Gautam--
[Gautam]: Well, too bad. I guess we still have an obligation to explore the extent of sub-optimal solutions that are being imposed upon South-Asian scripts for the sake of *backward compatibility* or simply because they are "fait accomplis". (See Peter Kirk's posting on this issue). However, I am by no means suggesting that the fault lies with the Unicode Consortium.
I'm a little
confused by this statement. What would be the difference between
sticking with a suboptimal solution because it's a fait accompli and sticking
with it out of the need for backward compatibility? The need for
backward compatibility exists because the suboptimal solution is a fait
accompli. Or are you stating that backward compatibility is a specious
argument because the encoding is so broken nobody's actually using
it?
[Gautam]: This is again the "fait accompli" argument. We need to *know* whether adopting an alternative model WOULD HAVE BEEN PREFERABLE, even if the option to do so is no longer available to us.
I
don't understand. If the option to go to an alternative model is not
available, why is it important to know that the alternative model would have
been preferable?
[Gautam]: I think there is a slight misunderstanding here. The ZWJ I am proposing is script-specific (each script would have its own), call it "ZWJ PRIME" or even "JWZ" (in order to avoid confusion with ZWJ). It doesn't exist yet and hence has no semantics.
Okay. Maybe I'm dense, but this wasn't clear to me from your other
emails. You're not proposing that U+200D be used to join Indic consonants
together; you're basically arguing for virama-like functionality that goes far
enough beyond what the virama does that you're not comfortable calling it a
virama anymore.
JWZ is a piece of formalism. Its meaning would be precisely what we chose to assign to it. It behaves like the existing (script-specific) VIRAMA's except that it also occurs between a consonant and an independent vowel, forcing the latter to show up in its combining form.
Aha! This is what I wasn't parsing out of your previous
emails. It was there, but I somehow didn't grok it. To
summarize:
Tibetan deals with consonant clusters by encoding each of the consonants
twice: One series of codes is to be used for the first consonant in a cluster,
and the other series is to be used for the others. The Indian scripts
don't do this; they use a single series of codes for the consonants and cause
consonants to form clusters by adding a VIRAMA code between them. But the
Indian scripts still have two series of VOWELS more or less analogous to the two
series of consonants in Tibetan. When you want a non-joining vowel, you
use one series, and when you want a joining vowel, you use the
other.
You want to have one series of vowels and extend the virama model to
conbining vowels. Thus, you'd represent KI as KA + VIRAMA + I; KA + I
would represent two syllables: KA-I. Since a real virama never does this,
you're using a different term ("JWZ" in your most recent message) for the
character that causes the joining to happen. You're not proposing any
difference in how consonants are treated, other than having this new character
server the sticking-together function that the VIRAMA now serves and changing
the existing VIRAMA to always display explicitly.
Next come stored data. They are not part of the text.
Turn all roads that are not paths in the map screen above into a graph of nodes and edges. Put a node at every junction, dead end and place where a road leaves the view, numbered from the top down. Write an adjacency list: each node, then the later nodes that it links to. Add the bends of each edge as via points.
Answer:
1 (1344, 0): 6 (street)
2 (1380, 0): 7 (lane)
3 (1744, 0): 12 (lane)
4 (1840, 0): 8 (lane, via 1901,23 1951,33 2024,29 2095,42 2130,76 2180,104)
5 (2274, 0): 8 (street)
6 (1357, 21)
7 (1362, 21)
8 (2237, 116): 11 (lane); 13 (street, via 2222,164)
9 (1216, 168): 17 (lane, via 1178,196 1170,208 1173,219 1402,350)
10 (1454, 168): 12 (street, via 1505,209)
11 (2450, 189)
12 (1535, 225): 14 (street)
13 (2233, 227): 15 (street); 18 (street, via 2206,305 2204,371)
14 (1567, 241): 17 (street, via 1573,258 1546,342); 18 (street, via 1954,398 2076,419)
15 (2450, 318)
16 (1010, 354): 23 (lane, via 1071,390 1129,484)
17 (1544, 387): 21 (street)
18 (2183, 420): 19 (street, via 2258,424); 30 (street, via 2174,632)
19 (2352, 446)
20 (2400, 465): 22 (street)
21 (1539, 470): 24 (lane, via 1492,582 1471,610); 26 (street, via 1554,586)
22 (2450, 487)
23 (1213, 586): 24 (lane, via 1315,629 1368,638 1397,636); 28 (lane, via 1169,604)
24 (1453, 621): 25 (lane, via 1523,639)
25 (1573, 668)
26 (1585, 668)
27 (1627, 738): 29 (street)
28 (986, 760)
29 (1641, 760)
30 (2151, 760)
Now do I understand you? Sorry for my earlier
misunderstandings.
Now that we have freed up all those code points occupied by the combining forms of vowels by introducing the VIRAMA with extended function, let us introduce an explicit (always visible) VIRAMA. That's all.
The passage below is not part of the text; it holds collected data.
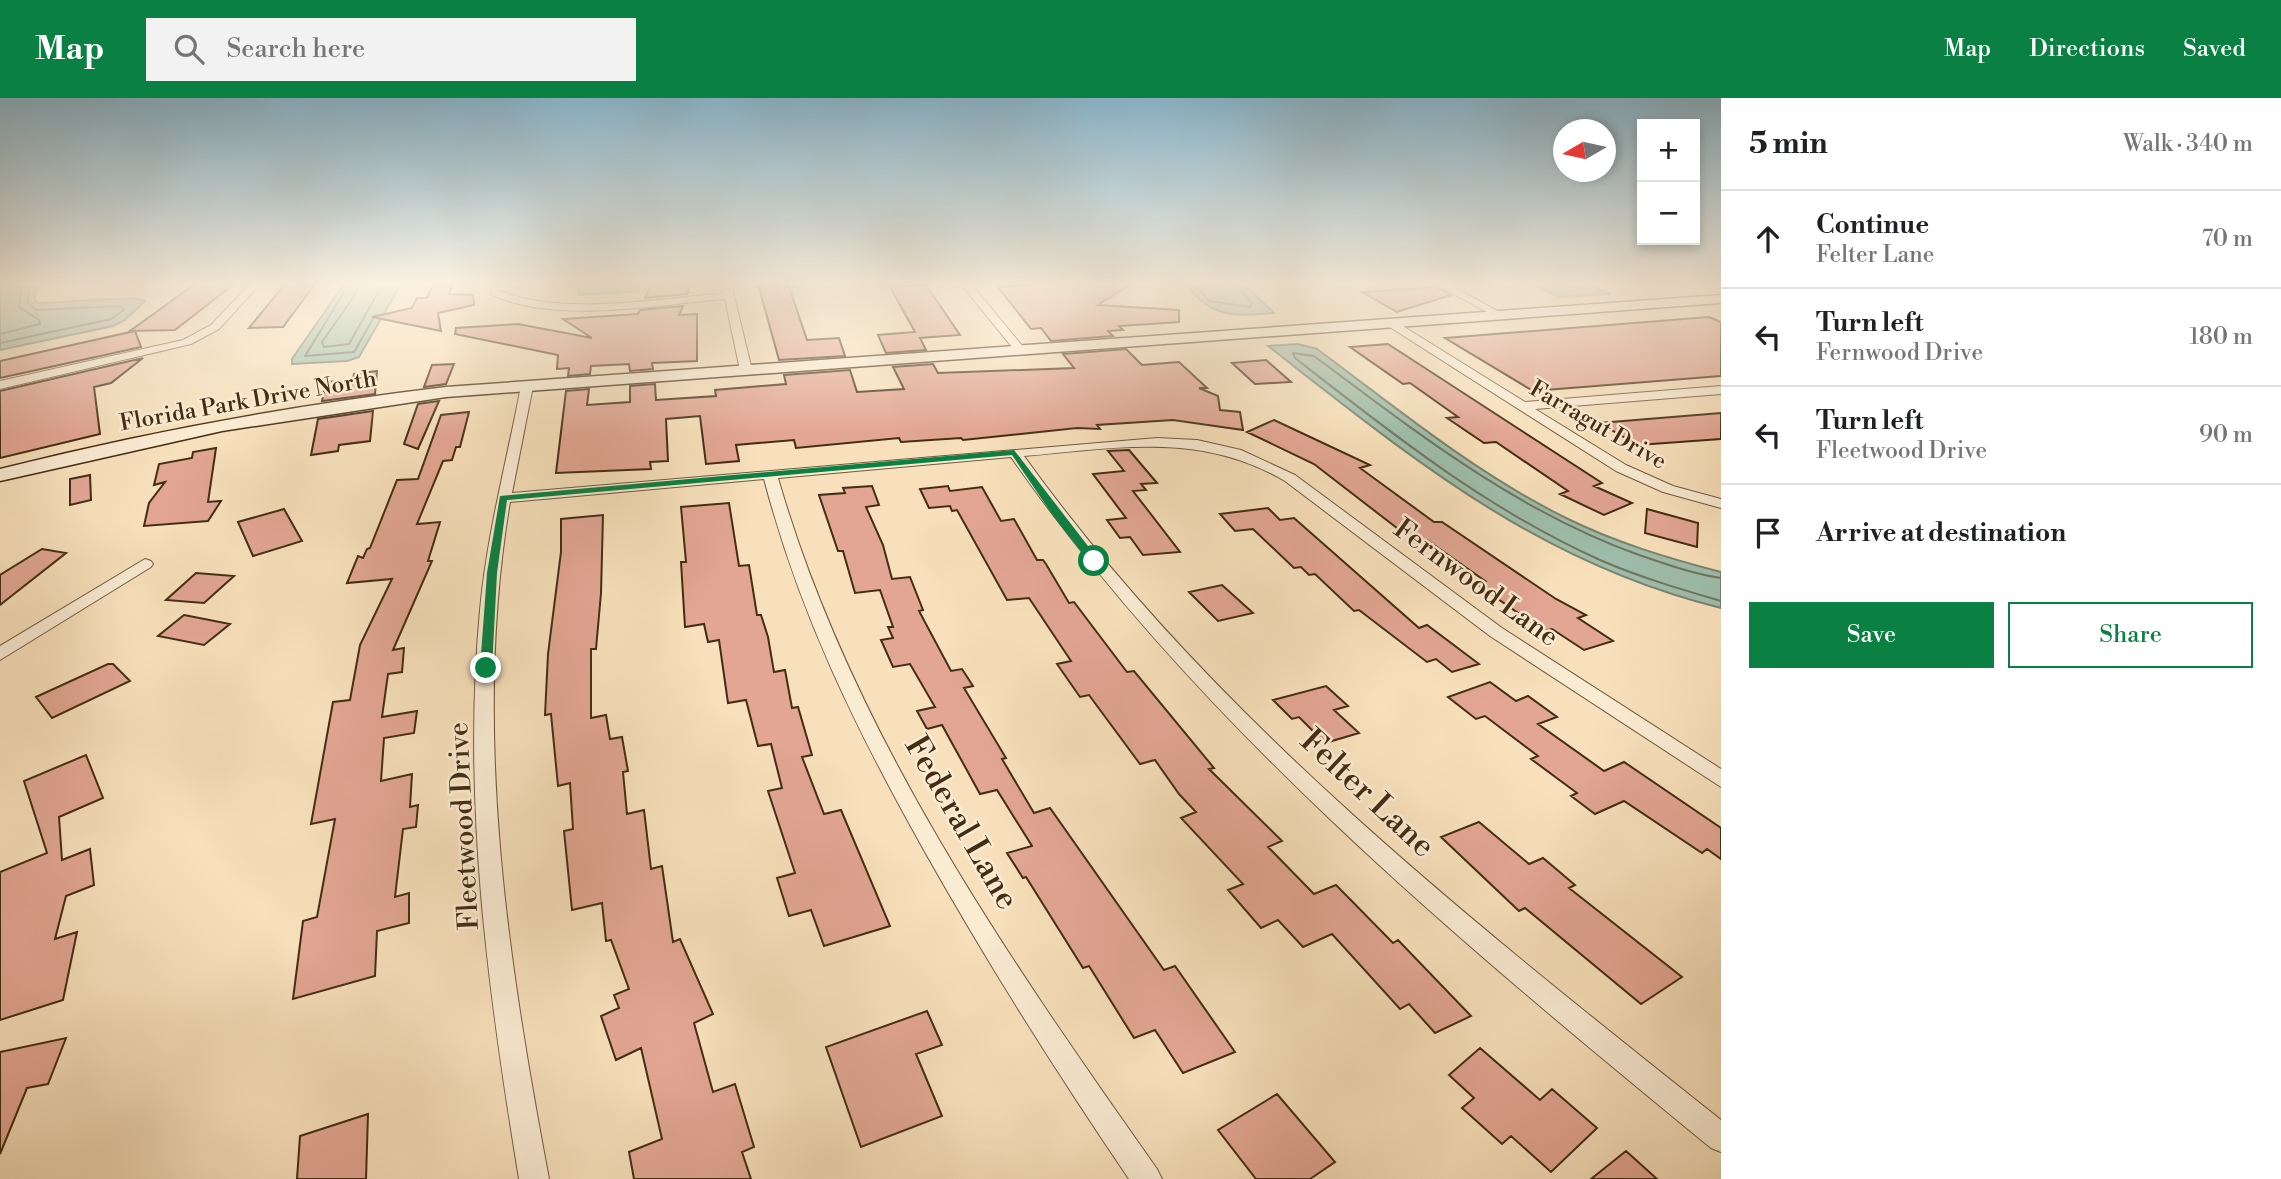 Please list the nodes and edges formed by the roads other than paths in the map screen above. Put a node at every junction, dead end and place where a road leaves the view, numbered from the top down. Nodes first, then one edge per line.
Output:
1 (202, 334) edge
2 (739, 334) edge
3 (1008, 334) edge
4 (1233, 334) edge
5 (1407, 334) edge
6 (1020, 350) junction
7 (747, 370) junction
8 (0, 385) edge
9 (527, 386) junction
10 (1721, 390) edge
11 (1523, 407) junction
12 (1014, 452) junction
13 (770, 474) junction
14 (0, 475) edge
15 (503, 498) junction
16 (1721, 504) edge
17 (145, 564) dead end
18 (0, 654) edge
19 (1721, 779) edge
20 (1721, 1138) edge
21 (534, 1179) edge
22 (1147, 1179) edge

1 - 8 street
2 - 7 street
3 - 6 street
4 - 6 street, Florida Park Drive North
5 - 11 street, Farragut Drive
6 - 7 street, Florida Park Drive North
7 - 9 street, Florida Park Drive North
9 - 14 street, Florida Park Drive North
9 - 15 street, Fleetwood Drive
10 - 11 street
11 - 16 street, Farragut Drive
12 - 13 street, Fernwood Lane
12 - 19 street, Fernwood Lane
12 - 20 street, Felter Lane
13 - 15 street, Fernwood Lane
13 - 22 street, Federal Lane
15 - 21 street, Fleetwood Drive
17 - 18 street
As far as Unicode is concerned, you can't "free up" any code
points. Once a code point is assigned, it's always assigned. You can
deprecate code points, but that doesn't free them up to be reused; it only (with
luck) keeps people from continuing to use them.
It seems to me that a system could support the usage you want and the old
usage at the same time. I could be wrong, but I'm guessing that KA +
VIRAMA + I isn't a sequence that makes any sense with current implementations
and isn't being used. It would be possible to extend the meaning of the
current VIRAMA to turn the independent vowels into dependent vowels.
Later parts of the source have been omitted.